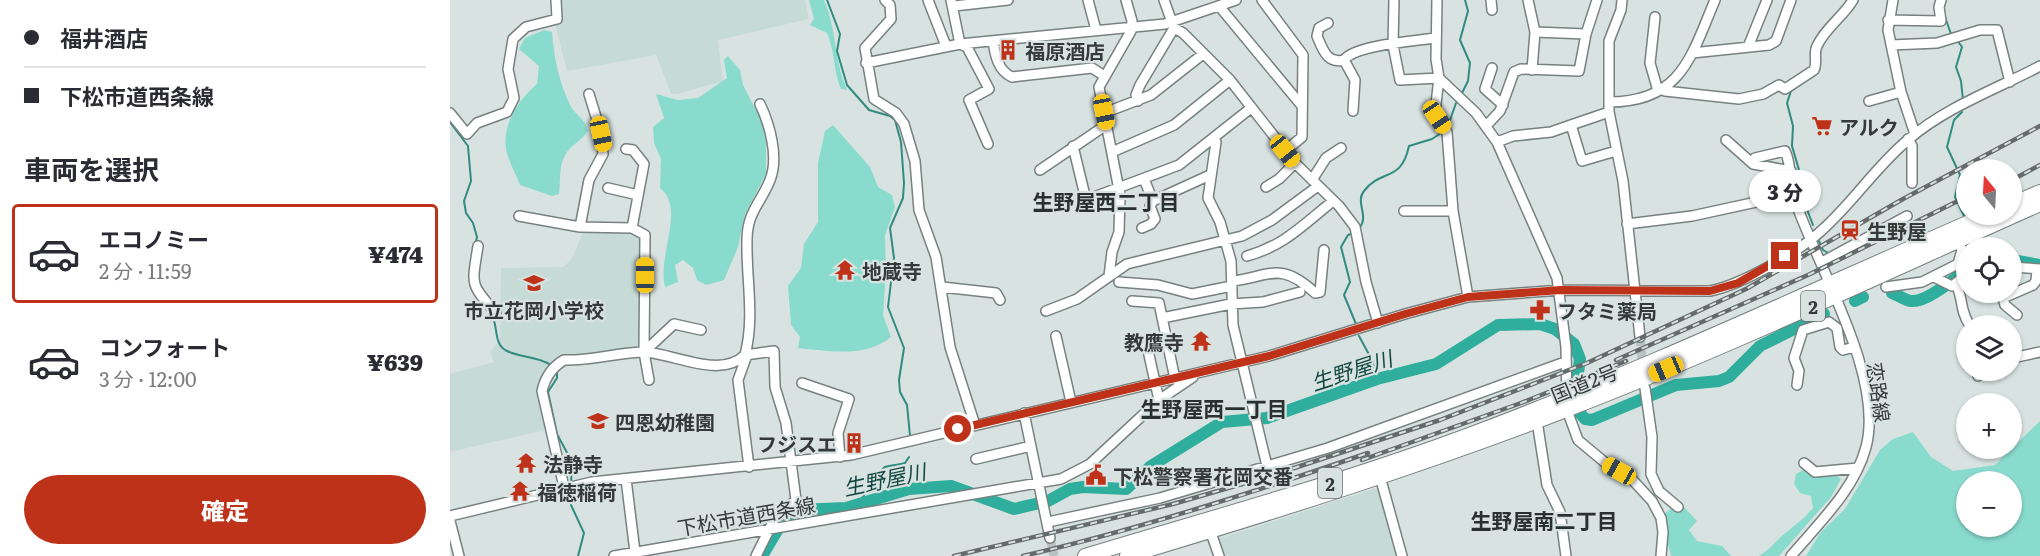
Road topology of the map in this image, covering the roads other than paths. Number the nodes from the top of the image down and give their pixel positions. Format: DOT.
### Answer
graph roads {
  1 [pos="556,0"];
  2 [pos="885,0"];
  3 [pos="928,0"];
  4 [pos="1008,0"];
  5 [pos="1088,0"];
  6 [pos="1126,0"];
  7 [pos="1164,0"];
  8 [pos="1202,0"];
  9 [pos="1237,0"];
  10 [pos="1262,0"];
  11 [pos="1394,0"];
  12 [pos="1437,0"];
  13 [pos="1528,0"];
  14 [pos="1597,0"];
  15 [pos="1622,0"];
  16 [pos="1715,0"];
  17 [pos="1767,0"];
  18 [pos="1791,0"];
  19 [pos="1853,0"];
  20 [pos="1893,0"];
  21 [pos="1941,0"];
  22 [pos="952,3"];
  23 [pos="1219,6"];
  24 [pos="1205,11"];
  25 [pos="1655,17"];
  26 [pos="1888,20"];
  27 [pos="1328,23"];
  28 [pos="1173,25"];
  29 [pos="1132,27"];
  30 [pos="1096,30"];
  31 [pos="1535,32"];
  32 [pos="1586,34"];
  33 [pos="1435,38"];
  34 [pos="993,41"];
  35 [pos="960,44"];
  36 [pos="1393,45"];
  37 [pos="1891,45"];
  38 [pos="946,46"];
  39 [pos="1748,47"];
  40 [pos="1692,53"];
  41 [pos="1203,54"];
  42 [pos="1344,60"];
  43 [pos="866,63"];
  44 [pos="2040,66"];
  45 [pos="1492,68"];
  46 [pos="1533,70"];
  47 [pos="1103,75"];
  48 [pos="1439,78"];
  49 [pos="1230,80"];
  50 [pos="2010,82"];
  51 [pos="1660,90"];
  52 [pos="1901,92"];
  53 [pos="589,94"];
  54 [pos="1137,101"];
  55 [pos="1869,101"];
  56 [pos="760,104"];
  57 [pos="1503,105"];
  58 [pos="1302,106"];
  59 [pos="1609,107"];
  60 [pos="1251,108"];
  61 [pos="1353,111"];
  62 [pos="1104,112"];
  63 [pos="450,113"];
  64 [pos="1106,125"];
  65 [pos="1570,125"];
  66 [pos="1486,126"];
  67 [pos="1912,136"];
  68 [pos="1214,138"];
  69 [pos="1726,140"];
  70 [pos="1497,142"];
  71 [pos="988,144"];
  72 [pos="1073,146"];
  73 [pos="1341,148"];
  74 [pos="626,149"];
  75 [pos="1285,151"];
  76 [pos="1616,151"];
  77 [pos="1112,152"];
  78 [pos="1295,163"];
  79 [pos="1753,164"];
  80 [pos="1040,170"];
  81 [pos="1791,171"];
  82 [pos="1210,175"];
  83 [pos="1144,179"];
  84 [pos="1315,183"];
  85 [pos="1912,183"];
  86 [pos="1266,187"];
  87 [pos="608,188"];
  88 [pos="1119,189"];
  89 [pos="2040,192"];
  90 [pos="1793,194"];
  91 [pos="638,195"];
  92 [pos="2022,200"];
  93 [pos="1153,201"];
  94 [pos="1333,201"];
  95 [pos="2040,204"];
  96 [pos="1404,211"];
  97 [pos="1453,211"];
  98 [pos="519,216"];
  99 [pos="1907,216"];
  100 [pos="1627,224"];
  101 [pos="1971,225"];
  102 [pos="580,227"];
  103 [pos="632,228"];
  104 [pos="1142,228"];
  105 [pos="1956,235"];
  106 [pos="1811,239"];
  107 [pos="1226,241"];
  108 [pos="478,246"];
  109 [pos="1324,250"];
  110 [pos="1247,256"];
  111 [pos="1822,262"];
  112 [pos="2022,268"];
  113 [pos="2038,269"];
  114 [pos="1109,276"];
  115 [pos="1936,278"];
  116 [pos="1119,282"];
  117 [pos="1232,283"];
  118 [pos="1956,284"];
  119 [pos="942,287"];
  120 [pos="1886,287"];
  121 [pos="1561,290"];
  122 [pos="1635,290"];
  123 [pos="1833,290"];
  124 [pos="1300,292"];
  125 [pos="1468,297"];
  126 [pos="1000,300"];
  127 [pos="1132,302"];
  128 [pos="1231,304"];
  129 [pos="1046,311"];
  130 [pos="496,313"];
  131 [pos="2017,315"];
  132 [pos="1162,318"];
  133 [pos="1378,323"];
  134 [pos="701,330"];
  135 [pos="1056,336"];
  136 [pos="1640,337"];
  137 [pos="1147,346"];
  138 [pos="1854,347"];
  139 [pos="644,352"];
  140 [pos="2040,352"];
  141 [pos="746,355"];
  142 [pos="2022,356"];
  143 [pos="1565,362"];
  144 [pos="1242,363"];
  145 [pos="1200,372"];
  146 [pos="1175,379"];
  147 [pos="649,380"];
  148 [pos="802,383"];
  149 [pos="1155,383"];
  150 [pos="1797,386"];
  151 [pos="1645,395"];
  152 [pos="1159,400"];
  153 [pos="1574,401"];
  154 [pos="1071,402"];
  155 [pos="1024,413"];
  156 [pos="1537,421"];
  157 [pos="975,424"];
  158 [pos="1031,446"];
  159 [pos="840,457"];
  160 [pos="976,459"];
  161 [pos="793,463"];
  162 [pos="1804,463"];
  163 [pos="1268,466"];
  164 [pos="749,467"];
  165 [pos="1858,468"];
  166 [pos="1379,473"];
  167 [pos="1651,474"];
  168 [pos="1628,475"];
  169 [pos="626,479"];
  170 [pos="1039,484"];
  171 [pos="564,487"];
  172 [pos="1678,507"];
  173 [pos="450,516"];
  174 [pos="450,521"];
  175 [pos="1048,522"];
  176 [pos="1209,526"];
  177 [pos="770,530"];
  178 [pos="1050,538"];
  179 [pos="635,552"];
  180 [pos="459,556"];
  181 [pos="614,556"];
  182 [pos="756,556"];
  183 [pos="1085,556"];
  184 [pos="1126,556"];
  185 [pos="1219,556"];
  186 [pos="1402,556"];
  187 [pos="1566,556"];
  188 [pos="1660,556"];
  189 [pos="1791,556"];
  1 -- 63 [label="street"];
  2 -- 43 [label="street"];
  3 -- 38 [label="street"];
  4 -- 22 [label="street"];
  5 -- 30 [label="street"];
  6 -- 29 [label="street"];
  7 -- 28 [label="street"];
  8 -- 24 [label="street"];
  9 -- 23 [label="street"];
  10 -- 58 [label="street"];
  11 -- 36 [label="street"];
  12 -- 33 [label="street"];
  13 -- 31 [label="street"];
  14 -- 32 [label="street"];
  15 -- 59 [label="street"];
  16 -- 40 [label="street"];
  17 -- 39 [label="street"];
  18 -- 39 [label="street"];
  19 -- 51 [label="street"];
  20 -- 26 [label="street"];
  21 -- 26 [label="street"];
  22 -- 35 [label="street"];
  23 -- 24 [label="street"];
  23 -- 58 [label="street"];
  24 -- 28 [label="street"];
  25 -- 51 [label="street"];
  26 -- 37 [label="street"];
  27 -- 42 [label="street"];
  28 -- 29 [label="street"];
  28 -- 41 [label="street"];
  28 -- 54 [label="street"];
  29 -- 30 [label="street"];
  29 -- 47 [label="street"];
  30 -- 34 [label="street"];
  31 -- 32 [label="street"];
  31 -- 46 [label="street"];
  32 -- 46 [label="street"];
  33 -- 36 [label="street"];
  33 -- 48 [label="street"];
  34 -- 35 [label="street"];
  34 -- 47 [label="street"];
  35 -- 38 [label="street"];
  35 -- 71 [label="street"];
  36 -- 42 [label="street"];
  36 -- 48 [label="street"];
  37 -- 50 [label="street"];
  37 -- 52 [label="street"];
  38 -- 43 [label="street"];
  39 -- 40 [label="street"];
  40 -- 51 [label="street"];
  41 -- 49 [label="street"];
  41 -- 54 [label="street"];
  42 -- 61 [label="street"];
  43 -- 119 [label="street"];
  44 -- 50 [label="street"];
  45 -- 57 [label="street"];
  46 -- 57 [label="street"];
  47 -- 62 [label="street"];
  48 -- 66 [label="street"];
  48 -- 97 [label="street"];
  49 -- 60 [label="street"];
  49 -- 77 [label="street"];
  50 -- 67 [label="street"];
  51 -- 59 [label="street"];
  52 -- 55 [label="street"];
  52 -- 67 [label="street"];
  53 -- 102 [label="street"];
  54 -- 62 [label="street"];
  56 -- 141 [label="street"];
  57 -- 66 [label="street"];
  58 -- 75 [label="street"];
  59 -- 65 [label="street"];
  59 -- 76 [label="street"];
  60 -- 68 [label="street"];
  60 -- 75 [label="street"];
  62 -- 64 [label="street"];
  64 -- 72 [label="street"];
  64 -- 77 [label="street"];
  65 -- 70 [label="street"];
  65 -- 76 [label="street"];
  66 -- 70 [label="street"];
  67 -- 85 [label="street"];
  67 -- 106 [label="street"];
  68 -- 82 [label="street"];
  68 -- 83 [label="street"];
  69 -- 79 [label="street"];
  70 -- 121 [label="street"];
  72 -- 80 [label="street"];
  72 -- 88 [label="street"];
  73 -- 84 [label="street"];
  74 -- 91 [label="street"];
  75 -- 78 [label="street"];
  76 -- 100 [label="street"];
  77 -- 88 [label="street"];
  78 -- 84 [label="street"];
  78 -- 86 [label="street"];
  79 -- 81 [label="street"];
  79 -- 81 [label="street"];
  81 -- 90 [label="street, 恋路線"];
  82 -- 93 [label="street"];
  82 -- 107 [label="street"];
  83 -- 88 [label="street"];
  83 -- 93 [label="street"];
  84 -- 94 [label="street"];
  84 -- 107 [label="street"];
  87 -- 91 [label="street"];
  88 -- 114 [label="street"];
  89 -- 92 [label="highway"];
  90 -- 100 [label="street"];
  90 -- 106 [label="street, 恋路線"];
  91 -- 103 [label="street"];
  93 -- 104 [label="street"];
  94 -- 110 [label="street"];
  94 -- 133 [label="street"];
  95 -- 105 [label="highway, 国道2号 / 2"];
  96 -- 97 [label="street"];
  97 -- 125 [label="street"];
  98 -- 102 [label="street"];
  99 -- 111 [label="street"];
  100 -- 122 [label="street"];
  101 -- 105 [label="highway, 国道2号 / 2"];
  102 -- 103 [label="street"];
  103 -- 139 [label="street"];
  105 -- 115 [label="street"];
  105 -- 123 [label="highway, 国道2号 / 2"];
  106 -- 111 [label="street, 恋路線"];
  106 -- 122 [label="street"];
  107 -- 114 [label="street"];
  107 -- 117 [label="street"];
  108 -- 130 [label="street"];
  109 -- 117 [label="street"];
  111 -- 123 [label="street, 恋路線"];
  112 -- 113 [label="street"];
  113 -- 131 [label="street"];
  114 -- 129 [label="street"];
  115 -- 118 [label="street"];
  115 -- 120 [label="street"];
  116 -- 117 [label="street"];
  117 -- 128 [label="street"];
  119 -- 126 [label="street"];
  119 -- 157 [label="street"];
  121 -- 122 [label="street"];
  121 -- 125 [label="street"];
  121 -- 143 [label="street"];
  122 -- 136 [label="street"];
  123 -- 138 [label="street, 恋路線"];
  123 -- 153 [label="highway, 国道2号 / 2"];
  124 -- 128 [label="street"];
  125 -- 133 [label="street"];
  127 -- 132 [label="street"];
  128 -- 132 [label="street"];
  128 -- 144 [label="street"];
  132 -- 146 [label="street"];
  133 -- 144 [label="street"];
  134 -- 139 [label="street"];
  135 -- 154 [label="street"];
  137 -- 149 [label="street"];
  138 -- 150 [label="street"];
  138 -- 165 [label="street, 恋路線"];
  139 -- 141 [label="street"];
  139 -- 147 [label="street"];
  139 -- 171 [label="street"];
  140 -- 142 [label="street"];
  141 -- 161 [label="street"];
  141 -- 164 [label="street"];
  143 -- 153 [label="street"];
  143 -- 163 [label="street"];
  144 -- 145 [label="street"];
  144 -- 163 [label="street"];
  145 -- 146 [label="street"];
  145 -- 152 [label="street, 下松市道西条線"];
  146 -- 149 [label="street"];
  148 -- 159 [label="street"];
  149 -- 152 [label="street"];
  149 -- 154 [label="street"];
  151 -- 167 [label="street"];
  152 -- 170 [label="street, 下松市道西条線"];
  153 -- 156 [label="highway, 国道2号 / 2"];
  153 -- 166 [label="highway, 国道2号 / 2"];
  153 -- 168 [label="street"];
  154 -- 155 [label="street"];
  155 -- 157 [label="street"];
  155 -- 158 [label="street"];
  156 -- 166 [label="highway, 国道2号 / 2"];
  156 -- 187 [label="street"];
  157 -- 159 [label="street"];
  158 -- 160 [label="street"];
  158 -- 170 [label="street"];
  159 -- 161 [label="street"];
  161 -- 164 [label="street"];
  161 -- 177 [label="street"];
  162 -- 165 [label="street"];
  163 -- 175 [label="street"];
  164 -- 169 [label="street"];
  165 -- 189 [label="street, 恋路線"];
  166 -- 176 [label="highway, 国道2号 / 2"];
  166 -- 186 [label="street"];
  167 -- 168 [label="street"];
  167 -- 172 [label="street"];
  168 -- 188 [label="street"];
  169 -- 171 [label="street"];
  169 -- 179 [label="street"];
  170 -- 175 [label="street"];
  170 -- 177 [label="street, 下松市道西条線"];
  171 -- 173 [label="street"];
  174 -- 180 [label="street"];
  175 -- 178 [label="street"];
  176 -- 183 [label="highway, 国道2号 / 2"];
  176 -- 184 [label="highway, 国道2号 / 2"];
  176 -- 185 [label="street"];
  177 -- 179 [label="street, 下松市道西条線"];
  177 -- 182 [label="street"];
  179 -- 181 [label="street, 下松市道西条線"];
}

▶ [Your instructions]
Search the listing above for the string "roads" and return each line it appears on.

▶ [Answer section]
Road topology of the map in this image, covering the roads other than paths. Number the nodes from the top of the image down and give their pixel positions. Format: DOT.
graph roads {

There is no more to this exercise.